● Try it:
Emit the data below verbatim, stripping out any pictures.

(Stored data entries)
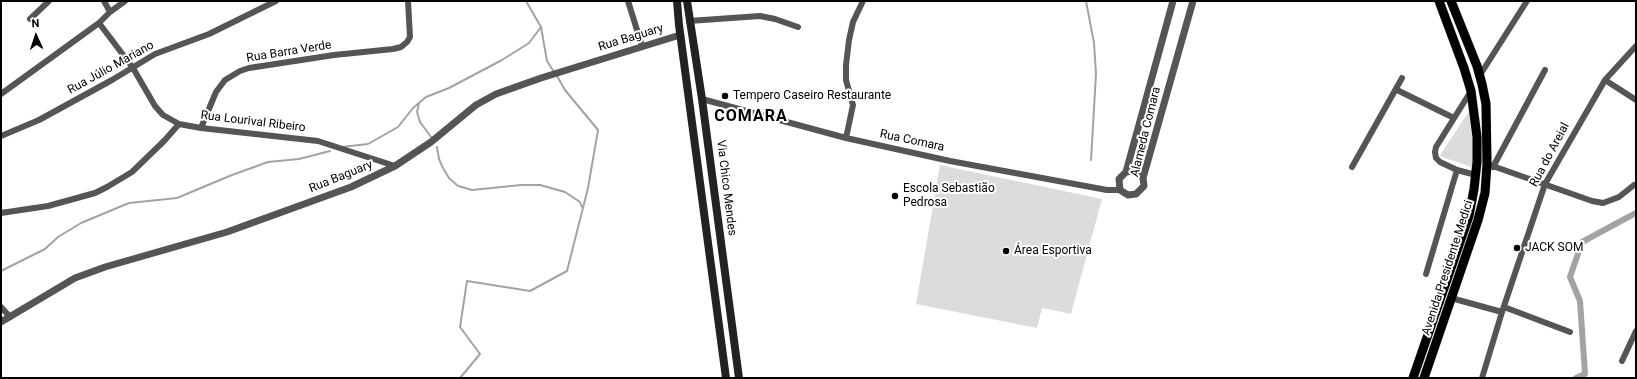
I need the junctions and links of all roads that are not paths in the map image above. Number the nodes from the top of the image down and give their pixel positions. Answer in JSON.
{"nodes":[{"id":1,"x":49,"y":1,"type":"edge"},
{"id":2,"x":104,"y":1,"type":"edge"},
{"id":3,"x":125,"y":1,"type":"edge"},
{"id":4,"x":276,"y":1,"type":"edge"},
{"id":5,"x":408,"y":1,"type":"edge"},
{"id":6,"x":628,"y":1,"type":"edge"},
{"id":7,"x":677,"y":1,"type":"edge"},
{"id":8,"x":687,"y":1,"type":"edge"},
{"id":9,"x":863,"y":1,"type":"edge"},
{"id":10,"x":1173,"y":1,"type":"edge"},
{"id":11,"x":1193,"y":1,"type":"edge"},
{"id":12,"x":1439,"y":1,"type":"edge"},
{"id":13,"x":1451,"y":1,"type":"edge"},
{"id":14,"x":1527,"y":1,"type":"edge"},
{"id":15,"x":110,"y":12,"type":"junction"},
{"id":16,"x":30,"y":19,"type":"dead end"},
{"id":17,"x":690,"y":21,"type":"junction"},
{"id":18,"x":99,"y":23,"type":"junction"},
{"id":19,"x":798,"y":27,"type":"dead end"},
{"id":20,"x":680,"y":35,"type":"junction"},
{"id":21,"x":642,"y":46,"type":"junction"},
{"id":22,"x":1636,"y":46,"type":"edge"},
{"id":23,"x":133,"y":68,"type":"junction"},
{"id":24,"x":1545,"y":70,"type":"dead end"},
{"id":25,"x":1480,"y":75,"type":"junction"},
{"id":26,"x":1402,"y":78,"type":"dead end"},
{"id":27,"x":1605,"y":80,"type":"junction"},
{"id":28,"x":1397,"y":90,"type":"junction"},
{"id":29,"x":1471,"y":91,"type":"junction"},
{"id":30,"x":1,"y":94,"type":"edge"},
{"id":31,"x":702,"y":99,"type":"junction"},
{"id":32,"x":1636,"y":100,"type":"edge"},
{"id":33,"x":1454,"y":118,"type":"junction"},
{"id":34,"x":179,"y":124,"type":"junction"},
{"id":35,"x":201,"y":128,"type":"junction"},
{"id":36,"x":1,"y":135,"type":"edge"},
{"id":37,"x":846,"y":138,"type":"junction"},
{"id":38,"x":395,"y":166,"type":"junction"},
{"id":39,"x":1490,"y":166,"type":"junction"},
{"id":40,"x":1352,"y":167,"type":"dead end"},
{"id":41,"x":1457,"y":170,"type":"junction"},
{"id":42,"x":1126,"y":172,"type":"junction"},
{"id":43,"x":1476,"y":175,"type":"junction"},
{"id":44,"x":1143,"y":178,"type":"junction"},
{"id":45,"x":1545,"y":184,"type":"junction"},
{"id":46,"x":1634,"y":185,"type":"dead end"},
{"id":47,"x":1120,"y":190,"type":"junction"},
{"id":48,"x":1,"y":213,"type":"edge"},
{"id":49,"x":1426,"y":274,"type":"dead end"},
{"id":50,"x":1451,"y":298,"type":"junction"},
{"id":51,"x":1,"y":307,"type":"edge"},
{"id":52,"x":1503,"y":310,"type":"junction"},
{"id":53,"x":10,"y":317,"type":"junction"},
{"id":54,"x":1,"y":322,"type":"edge"},
{"id":55,"x":1636,"y":331,"type":"edge"},
{"id":56,"x":1570,"y":332,"type":"dead end"},
{"id":57,"x":1622,"y":361,"type":"dead end"},
{"id":58,"x":726,"y":378,"type":"edge"},
{"id":59,"x":739,"y":378,"type":"edge"},
{"id":60,"x":1413,"y":378,"type":"edge"},
{"id":61,"x":1424,"y":378,"type":"edge"},
{"id":62,"x":1482,"y":378,"type":"edge"}],
"edges":[{"from":1,"to":16,"type":"street"},
{"from":2,"to":15,"type":"street"},
{"from":3,"to":15,"type":"street"},
{"from":4,"to":23,"type":"street","name":"Rua Júlio Mariano"},
{"from":5,"to":35,"type":"street","name":"Rua Barra Verde"},
{"from":6,"to":21,"type":"street"},
{"from":7,"to":20,"type":"main road","name":"Via Chico Mendes"},
{"from":8,"to":17,"type":"main road","name":"Via Chico Mendes"},
{"from":9,"to":37,"type":"street"},
{"from":10,"to":42,"type":"street","name":"Alameda Comara"},
{"from":11,"to":44,"type":"street","name":"Alameda Comara"},
{"from":12,"to":29,"type":"main road","name":"Avenida Presidente Medici"},
{"from":13,"to":25,"type":"main road","name":"Avenida Presidente Medici"},
{"from":14,"to":25,"type":"street"},
{"from":15,"to":18,"type":"street"},
{"from":17,"to":19,"type":"street"},
{"from":17,"to":31,"type":"main road","name":"Via Chico Mendes"},
{"from":18,"to":23,"type":"street","name":"Rua Lourival Ribeiro"},
{"from":18,"to":30,"type":"street"},
{"from":20,"to":21,"type":"street","name":"Rua Baguary"},
{"from":20,"to":58,"type":"main road","name":"Via Chico Mendes"},
{"from":21,"to":38,"type":"street","name":"Rua Baguary"},
{"from":22,"to":27,"type":"street","name":"Rua do Areial"},
{"from":23,"to":34,"type":"street","name":"Rua Lourival Ribeiro"},
{"from":23,"to":36,"type":"street","name":"Rua Júlio Mariano"},
{"from":24,"to":39,"type":"street"},
{"from":25,"to":39,"type":"main road","name":"Avenida Presidente Medici"},
{"from":26,"to":28,"type":"street"},
{"from":27,"to":32,"type":"street"},
{"from":27,"to":45,"type":"street","name":"Rua do Areial"},
{"from":28,"to":33,"type":"street"},
{"from":28,"to":40,"type":"street"},
{"from":29,"to":33,"type":"street"},
{"from":29,"to":43,"type":"main road","name":"Avenida Presidente Medici"},
{"from":31,"to":37,"type":"street","name":"Rua Comara"},
{"from":31,"to":59,"type":"main road","name":"Via Chico Mendes"},
{"from":33,"to":41,"type":"street"},
{"from":34,"to":35,"type":"street","name":"Rua Lourival Ribeiro"},
{"from":34,"to":48,"type":"street"},
{"from":35,"to":38,"type":"street","name":"Rua Lourival Ribeiro"},
{"from":37,"to":47,"type":"street","name":"Rua Comara"},
{"from":38,"to":53,"type":"street","name":"Rua Baguary"},
{"from":39,"to":45,"type":"street"},
{"from":39,"to":50,"type":"main road","name":"Avenida Presidente Medici"},
{"from":41,"to":43,"type":"street"},
{"from":41,"to":49,"type":"street"},
{"from":42,"to":44,"type":"street"},
{"from":42,"to":47,"type":"street","name":"Alameda Comara"},
{"from":43,"to":60,"type":"main road","name":"Avenida Presidente Medici"},
{"from":44,"to":47,"type":"street","name":"Alameda Comara"},
{"from":45,"to":46,"type":"street"},
{"from":45,"to":52,"type":"street","name":"Rua do Areial"},
{"from":50,"to":52,"type":"street"},
{"from":50,"to":61,"type":"main road","name":"Avenida Presidente Medici"},
{"from":51,"to":53,"type":"street"},
{"from":52,"to":56,"type":"street"},
{"from":52,"to":62,"type":"street","name":"Rua do Areial"},
{"from":53,"to":54,"type":"street","name":"Rua Baguary"},
{"from":55,"to":57,"type":"street"}]}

● Response for this exercise:
I need the junctions and links of all roads that are not paths in the map image above. Number the nodes from the top of the image down and give their pixel positions. Answer in JSON.
{"nodes":[{"id":1,"x":49,"y":1,"type":"edge"},
{"id":2,"x":104,"y":1,"type":"edge"},
{"id":3,"x":125,"y":1,"type":"edge"},
{"id":4,"x":276,"y":1,"type":"edge"},
{"id":5,"x":408,"y":1,"type":"edge"},
{"id":6,"x":628,"y":1,"type":"edge"},
{"id":7,"x":677,"y":1,"type":"edge"},
{"id":8,"x":687,"y":1,"type":"edge"},
{"id":9,"x":863,"y":1,"type":"edge"},
{"id":10,"x":1173,"y":1,"type":"edge"},
{"id":11,"x":1193,"y":1,"type":"edge"},
{"id":12,"x":1439,"y":1,"type":"edge"},
{"id":13,"x":1451,"y":1,"type":"edge"},
{"id":14,"x":1527,"y":1,"type":"edge"},
{"id":15,"x":110,"y":12,"type":"junction"},
{"id":16,"x":30,"y":19,"type":"dead end"},
{"id":17,"x":690,"y":21,"type":"junction"},
{"id":18,"x":99,"y":23,"type":"junction"},
{"id":19,"x":798,"y":27,"type":"dead end"},
{"id":20,"x":680,"y":35,"type":"junction"},
{"id":21,"x":642,"y":46,"type":"junction"},
{"id":22,"x":1636,"y":46,"type":"edge"},
{"id":23,"x":133,"y":68,"type":"junction"},
{"id":24,"x":1545,"y":70,"type":"dead end"},
{"id":25,"x":1480,"y":75,"type":"junction"},
{"id":26,"x":1402,"y":78,"type":"dead end"},
{"id":27,"x":1605,"y":80,"type":"junction"},
{"id":28,"x":1397,"y":90,"type":"junction"},
{"id":29,"x":1471,"y":91,"type":"junction"},
{"id":30,"x":1,"y":94,"type":"edge"},
{"id":31,"x":702,"y":99,"type":"junction"},
{"id":32,"x":1636,"y":100,"type":"edge"},
{"id":33,"x":1454,"y":118,"type":"junction"},
{"id":34,"x":179,"y":124,"type":"junction"},
{"id":35,"x":201,"y":128,"type":"junction"},
{"id":36,"x":1,"y":135,"type":"edge"},
{"id":37,"x":846,"y":138,"type":"junction"},
{"id":38,"x":395,"y":166,"type":"junction"},
{"id":39,"x":1490,"y":166,"type":"junction"},
{"id":40,"x":1352,"y":167,"type":"dead end"},
{"id":41,"x":1457,"y":170,"type":"junction"},
{"id":42,"x":1126,"y":172,"type":"junction"},
{"id":43,"x":1476,"y":175,"type":"junction"},
{"id":44,"x":1143,"y":178,"type":"junction"},
{"id":45,"x":1545,"y":184,"type":"junction"},
{"id":46,"x":1634,"y":185,"type":"dead end"},
{"id":47,"x":1120,"y":190,"type":"junction"},
{"id":48,"x":1,"y":213,"type":"edge"},
{"id":49,"x":1426,"y":274,"type":"dead end"},
{"id":50,"x":1451,"y":298,"type":"junction"},
{"id":51,"x":1,"y":307,"type":"edge"},
{"id":52,"x":1503,"y":310,"type":"junction"},
{"id":53,"x":10,"y":317,"type":"junction"},
{"id":54,"x":1,"y":322,"type":"edge"},
{"id":55,"x":1636,"y":331,"type":"edge"},
{"id":56,"x":1570,"y":332,"type":"dead end"},
{"id":57,"x":1622,"y":361,"type":"dead end"},
{"id":58,"x":726,"y":378,"type":"edge"},
{"id":59,"x":739,"y":378,"type":"edge"},
{"id":60,"x":1413,"y":378,"type":"edge"},
{"id":61,"x":1424,"y":378,"type":"edge"},
{"id":62,"x":1482,"y":378,"type":"edge"}],
"edges":[{"from":1,"to":16,"type":"street"},
{"from":2,"to":15,"type":"street"},
{"from":3,"to":15,"type":"street"},
{"from":4,"to":23,"type":"street","name":"Rua Júlio Mariano"},
{"from":5,"to":35,"type":"street","name":"Rua Barra Verde"},
{"from":6,"to":21,"type":"street"},
{"from":7,"to":20,"type":"main road","name":"Via Chico Mendes"},
{"from":8,"to":17,"type":"main road","name":"Via Chico Mendes"},
{"from":9,"to":37,"type":"street"},
{"from":10,"to":42,"type":"street","name":"Alameda Comara"},
{"from":11,"to":44,"type":"street","name":"Alameda Comara"},
{"from":12,"to":29,"type":"main road","name":"Avenida Presidente Medici"},
{"from":13,"to":25,"type":"main road","name":"Avenida Presidente Medici"},
{"from":14,"to":25,"type":"street"},
{"from":15,"to":18,"type":"street"},
{"from":17,"to":19,"type":"street"},
{"from":17,"to":31,"type":"main road","name":"Via Chico Mendes"},
{"from":18,"to":23,"type":"street","name":"Rua Lourival Ribeiro"},
{"from":18,"to":30,"type":"street"},
{"from":20,"to":21,"type":"street","name":"Rua Baguary"},
{"from":20,"to":58,"type":"main road","name":"Via Chico Mendes"},
{"from":21,"to":38,"type":"street","name":"Rua Baguary"},
{"from":22,"to":27,"type":"street","name":"Rua do Areial"},
{"from":23,"to":34,"type":"street","name":"Rua Lourival Ribeiro"},
{"from":23,"to":36,"type":"street","name":"Rua Júlio Mariano"},
{"from":24,"to":39,"type":"street"},
{"from":25,"to":39,"type":"main road","name":"Avenida Presidente Medici"},
{"from":26,"to":28,"type":"street"},
{"from":27,"to":32,"type":"street"},
{"from":27,"to":45,"type":"street","name":"Rua do Areial"},
{"from":28,"to":33,"type":"street"},
{"from":28,"to":40,"type":"street"},
{"from":29,"to":33,"type":"street"},
{"from":29,"to":43,"type":"main road","name":"Avenida Presidente Medici"},
{"from":31,"to":37,"type":"street","name":"Rua Comara"},
{"from":31,"to":59,"type":"main road","name":"Via Chico Mendes"},
{"from":33,"to":41,"type":"street"},
{"from":34,"to":35,"type":"street","name":"Rua Lourival Ribeiro"},
{"from":34,"to":48,"type":"street"},
{"from":35,"to":38,"type":"street","name":"Rua Lourival Ribeiro"},
{"from":37,"to":47,"type":"street","name":"Rua Comara"},
{"from":38,"to":53,"type":"street","name":"Rua Baguary"},
{"from":39,"to":45,"type":"street"},
{"from":39,"to":50,"type":"main road","name":"Avenida Presidente Medici"},
{"from":41,"to":43,"type":"street"},
{"from":41,"to":49,"type":"street"},
{"from":42,"to":44,"type":"street"},
{"from":42,"to":47,"type":"street","name":"Alameda Comara"},
{"from":43,"to":60,"type":"main road","name":"Avenida Presidente Medici"},
{"from":44,"to":47,"type":"street","name":"Alameda Comara"},
{"from":45,"to":46,"type":"street"},
{"from":45,"to":52,"type":"street","name":"Rua do Areial"},
{"from":50,"to":52,"type":"street"},
{"from":50,"to":61,"type":"main road","name":"Avenida Presidente Medici"},
{"from":51,"to":53,"type":"street"},
{"from":52,"to":56,"type":"street"},
{"from":52,"to":62,"type":"street","name":"Rua do Areial"},
{"from":53,"to":54,"type":"street","name":"Rua Baguary"},
{"from":55,"to":57,"type":"street"}]}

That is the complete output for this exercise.